The attorney should also petition the court to direct that a search be made for the testament by a notary of the parish.6 This requirement most likely stems from the prior system in which notaries were required to keep files of their notarized documents. Presumably, the notary who notarized the missing testament would be the one charged with finding it, but this is not stated in the statute. The statute does say that the notary must be appointed by the court. However, experience has shown that many courts will accept an affidavit from the notary who prepared the document, stating that they possess a copy of the testator’s testament and that the proffered copy is the same as the one in the notary's records. This affidavit, along with an affidavit from persons with knowledge about the loss of the will after the decedent’s death, may be sufficient to probate the copy. 

If the will is not a notarial document, or the notary is unknown, the attorney should have the court appoint a notary to search the public registries for the missing will. If the notary fails to find the original will, then the client’s copy can be submitted with an affidavit. 
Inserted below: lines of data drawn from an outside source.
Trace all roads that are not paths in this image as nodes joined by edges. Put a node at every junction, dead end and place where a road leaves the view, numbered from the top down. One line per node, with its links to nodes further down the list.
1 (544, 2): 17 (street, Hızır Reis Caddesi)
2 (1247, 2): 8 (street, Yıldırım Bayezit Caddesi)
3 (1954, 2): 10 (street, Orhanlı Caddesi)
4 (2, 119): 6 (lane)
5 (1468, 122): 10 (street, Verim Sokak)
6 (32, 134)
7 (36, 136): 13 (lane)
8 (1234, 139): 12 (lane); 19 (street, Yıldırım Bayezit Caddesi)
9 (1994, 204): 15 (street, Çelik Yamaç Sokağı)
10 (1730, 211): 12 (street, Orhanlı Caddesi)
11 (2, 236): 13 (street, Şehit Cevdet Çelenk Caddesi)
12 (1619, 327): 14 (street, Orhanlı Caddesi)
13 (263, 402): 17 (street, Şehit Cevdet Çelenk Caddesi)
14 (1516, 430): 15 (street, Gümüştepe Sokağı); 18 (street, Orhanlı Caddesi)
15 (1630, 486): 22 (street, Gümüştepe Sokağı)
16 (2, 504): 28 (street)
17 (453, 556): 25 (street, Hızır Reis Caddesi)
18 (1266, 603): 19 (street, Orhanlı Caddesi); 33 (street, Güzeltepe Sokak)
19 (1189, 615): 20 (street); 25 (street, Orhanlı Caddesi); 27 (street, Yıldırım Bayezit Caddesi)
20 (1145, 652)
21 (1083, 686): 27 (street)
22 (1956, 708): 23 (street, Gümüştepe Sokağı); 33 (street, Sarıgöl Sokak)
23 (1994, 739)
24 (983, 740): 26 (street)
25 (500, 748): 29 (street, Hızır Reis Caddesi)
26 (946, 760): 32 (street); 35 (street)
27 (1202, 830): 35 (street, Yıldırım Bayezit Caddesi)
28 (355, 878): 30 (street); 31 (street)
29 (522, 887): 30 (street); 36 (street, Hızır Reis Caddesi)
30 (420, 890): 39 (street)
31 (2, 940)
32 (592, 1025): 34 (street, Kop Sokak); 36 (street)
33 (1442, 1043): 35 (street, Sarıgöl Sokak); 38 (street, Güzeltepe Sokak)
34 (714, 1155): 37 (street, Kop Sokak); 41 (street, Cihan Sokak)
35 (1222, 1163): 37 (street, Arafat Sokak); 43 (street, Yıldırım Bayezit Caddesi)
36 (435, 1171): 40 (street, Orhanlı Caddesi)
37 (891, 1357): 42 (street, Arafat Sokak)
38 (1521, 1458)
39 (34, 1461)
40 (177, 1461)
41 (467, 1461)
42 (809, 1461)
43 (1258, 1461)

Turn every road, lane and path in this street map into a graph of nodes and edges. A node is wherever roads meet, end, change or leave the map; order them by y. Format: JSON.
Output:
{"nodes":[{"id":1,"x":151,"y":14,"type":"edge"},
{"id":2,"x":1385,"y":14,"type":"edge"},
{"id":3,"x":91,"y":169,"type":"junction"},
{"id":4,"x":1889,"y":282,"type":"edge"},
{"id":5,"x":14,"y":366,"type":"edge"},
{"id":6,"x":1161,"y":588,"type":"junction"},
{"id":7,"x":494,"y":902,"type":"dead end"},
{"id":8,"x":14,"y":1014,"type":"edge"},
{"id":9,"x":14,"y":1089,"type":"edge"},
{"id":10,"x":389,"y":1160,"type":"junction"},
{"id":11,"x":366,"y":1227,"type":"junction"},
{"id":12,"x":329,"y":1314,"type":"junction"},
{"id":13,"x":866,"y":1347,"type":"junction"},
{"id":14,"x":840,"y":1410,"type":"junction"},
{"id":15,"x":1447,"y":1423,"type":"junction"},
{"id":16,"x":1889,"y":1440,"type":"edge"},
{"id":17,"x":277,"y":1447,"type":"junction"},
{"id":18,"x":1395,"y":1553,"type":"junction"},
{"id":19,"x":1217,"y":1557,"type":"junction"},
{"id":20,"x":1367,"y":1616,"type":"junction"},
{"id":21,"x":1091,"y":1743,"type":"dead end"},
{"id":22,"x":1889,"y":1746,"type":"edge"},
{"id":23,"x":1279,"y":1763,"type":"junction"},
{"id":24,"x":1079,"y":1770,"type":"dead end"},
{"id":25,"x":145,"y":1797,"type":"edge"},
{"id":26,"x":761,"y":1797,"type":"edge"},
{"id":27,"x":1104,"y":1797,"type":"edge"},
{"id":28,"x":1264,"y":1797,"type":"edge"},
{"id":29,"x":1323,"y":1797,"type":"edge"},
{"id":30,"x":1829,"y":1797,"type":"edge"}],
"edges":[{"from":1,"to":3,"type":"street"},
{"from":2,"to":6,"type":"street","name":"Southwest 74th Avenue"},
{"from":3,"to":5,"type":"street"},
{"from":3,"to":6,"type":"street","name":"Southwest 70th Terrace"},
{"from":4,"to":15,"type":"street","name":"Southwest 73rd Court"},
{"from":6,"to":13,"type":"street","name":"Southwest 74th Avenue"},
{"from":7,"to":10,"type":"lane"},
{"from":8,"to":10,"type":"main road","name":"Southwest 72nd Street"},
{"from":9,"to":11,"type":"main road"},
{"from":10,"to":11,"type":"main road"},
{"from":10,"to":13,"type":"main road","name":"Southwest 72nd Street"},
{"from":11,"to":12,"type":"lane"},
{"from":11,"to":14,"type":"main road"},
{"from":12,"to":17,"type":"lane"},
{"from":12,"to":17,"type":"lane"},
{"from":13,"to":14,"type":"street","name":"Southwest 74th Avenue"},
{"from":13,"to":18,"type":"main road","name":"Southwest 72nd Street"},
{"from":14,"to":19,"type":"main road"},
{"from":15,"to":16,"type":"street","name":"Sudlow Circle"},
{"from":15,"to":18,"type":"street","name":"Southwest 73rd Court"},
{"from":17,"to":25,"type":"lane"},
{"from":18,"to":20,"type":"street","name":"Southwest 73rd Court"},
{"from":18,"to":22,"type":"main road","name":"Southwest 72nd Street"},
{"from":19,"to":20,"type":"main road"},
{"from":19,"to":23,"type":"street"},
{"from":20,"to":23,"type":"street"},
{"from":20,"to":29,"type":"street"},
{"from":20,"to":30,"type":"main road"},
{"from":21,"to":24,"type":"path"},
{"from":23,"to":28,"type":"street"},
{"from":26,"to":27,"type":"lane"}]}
If the client knows that there was a will, but does not have a copy, there is case law supporting the proof of the contents of a will by parol evidence.7 Nevertheless, parol evidence is acceptable only if the witness actually read the testament and remembered its contents. Statements by the decedent are insufficient to establish the will’s contents.8

If the client does not have sufficient evidence to prove the contents of a will or to overcome the presumption of revocation, then the petition should state these facts and pray that the court find that the succession should proceed under the laws of intestacy. 

  • 1La. C.C.P. art. 2852.
  • 2La. C.C.P. art. 2853.
  • 3See La. R.S. 9:2446–2447.
  • 4Succession of Talbot, 530 So. 2d 1132 (La. 1988).
  • 5Succession of Nunley, 69 So. 2d 33 (La. 1953).
  • 6La. C.C.P. art. 2854; see La. C.C.P. Form 810a (West).
  • 7Succession of Davis, 347 So. 2d 906 (La. App. 3 Cir. 1977).
  • 8Fuentes v. Gaines, 25 La. Ann. 85 (1873), rev’d on other grounds, 92 U.S. 10.